## REQUIREMENT
Where the data below has the string "Калинина", return the whole line.

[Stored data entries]
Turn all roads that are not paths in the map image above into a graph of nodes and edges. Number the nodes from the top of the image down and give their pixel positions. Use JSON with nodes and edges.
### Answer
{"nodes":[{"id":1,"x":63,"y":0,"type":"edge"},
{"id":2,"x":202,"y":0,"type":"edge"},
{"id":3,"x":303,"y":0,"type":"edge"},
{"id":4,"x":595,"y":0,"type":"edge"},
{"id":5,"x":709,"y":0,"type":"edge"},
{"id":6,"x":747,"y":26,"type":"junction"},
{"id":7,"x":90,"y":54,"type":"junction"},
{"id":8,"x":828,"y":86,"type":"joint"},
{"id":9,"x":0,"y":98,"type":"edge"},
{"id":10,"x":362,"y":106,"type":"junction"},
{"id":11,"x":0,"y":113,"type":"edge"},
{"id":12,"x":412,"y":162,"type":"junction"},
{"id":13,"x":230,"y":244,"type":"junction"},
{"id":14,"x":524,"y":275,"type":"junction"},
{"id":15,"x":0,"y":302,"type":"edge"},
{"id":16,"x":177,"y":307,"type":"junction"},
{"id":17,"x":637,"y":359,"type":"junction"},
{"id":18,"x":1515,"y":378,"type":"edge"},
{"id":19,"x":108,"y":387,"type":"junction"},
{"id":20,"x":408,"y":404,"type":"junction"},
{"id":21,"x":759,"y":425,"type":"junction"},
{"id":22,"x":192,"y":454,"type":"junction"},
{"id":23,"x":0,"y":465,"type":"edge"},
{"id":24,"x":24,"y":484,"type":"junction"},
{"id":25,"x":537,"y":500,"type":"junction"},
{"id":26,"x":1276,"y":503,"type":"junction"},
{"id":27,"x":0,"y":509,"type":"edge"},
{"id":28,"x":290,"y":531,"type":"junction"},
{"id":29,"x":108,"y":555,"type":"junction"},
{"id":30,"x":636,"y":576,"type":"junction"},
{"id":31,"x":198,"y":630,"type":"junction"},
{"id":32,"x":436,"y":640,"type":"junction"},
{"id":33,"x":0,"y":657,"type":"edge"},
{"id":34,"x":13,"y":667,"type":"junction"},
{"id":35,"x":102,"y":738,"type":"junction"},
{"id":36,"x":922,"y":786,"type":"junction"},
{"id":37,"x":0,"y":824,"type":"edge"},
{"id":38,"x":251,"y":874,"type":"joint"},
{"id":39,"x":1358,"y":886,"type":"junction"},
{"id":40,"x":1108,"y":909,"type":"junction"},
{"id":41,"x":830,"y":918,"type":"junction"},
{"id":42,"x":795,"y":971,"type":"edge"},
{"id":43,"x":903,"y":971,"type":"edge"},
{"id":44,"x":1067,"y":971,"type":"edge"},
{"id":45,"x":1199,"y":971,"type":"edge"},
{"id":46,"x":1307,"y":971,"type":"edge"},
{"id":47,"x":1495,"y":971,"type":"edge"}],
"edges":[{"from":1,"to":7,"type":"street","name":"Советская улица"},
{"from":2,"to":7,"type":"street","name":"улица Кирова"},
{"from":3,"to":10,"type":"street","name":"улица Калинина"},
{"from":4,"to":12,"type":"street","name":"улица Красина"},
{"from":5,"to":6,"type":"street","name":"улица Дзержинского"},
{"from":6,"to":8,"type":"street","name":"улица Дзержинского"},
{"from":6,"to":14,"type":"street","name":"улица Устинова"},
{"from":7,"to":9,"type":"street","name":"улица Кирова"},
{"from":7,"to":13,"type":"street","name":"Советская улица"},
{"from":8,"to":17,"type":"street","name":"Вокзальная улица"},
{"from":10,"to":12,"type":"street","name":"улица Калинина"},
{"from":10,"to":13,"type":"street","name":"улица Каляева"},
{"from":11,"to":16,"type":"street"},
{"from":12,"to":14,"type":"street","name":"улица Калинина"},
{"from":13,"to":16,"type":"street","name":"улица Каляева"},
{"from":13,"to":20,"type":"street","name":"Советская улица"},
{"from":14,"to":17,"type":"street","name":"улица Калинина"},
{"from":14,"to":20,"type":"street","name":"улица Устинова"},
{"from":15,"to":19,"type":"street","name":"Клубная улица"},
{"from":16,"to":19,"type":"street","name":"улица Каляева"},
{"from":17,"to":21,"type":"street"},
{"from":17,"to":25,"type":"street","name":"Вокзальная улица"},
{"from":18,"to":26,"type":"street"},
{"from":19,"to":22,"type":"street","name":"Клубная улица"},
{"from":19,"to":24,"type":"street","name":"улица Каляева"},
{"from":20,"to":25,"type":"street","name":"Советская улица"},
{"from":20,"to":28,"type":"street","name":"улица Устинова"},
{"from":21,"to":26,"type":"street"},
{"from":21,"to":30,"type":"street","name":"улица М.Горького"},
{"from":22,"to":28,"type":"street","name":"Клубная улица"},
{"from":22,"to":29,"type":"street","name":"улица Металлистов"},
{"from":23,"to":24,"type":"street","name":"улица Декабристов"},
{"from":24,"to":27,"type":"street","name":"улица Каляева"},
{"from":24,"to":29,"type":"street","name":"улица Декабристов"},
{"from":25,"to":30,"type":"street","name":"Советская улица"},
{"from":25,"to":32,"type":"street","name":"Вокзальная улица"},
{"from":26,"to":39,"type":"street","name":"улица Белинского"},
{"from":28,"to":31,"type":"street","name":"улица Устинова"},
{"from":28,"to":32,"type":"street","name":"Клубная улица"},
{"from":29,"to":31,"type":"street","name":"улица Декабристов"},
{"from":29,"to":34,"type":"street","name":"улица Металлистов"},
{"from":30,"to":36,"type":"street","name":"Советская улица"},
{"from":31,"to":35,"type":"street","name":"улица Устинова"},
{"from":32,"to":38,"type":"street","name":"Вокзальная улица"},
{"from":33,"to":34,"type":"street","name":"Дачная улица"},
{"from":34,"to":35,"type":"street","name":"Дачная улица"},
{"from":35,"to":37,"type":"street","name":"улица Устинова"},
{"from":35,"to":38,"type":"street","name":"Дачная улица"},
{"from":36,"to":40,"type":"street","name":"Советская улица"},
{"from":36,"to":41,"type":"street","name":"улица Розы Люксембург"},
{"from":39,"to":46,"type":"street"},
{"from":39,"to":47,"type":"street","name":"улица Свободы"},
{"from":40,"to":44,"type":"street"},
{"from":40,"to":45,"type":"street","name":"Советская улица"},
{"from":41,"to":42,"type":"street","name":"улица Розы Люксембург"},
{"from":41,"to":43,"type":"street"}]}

## REPLY
{"from":3,"to":10,"type":"street","name":"улица Калинина"},
{"from":10,"to":12,"type":"street","name":"улица Калинина"},
{"from":12,"to":14,"type":"street","name":"улица Калинина"},
{"from":14,"to":17,"type":"street","name":"улица Калинина"},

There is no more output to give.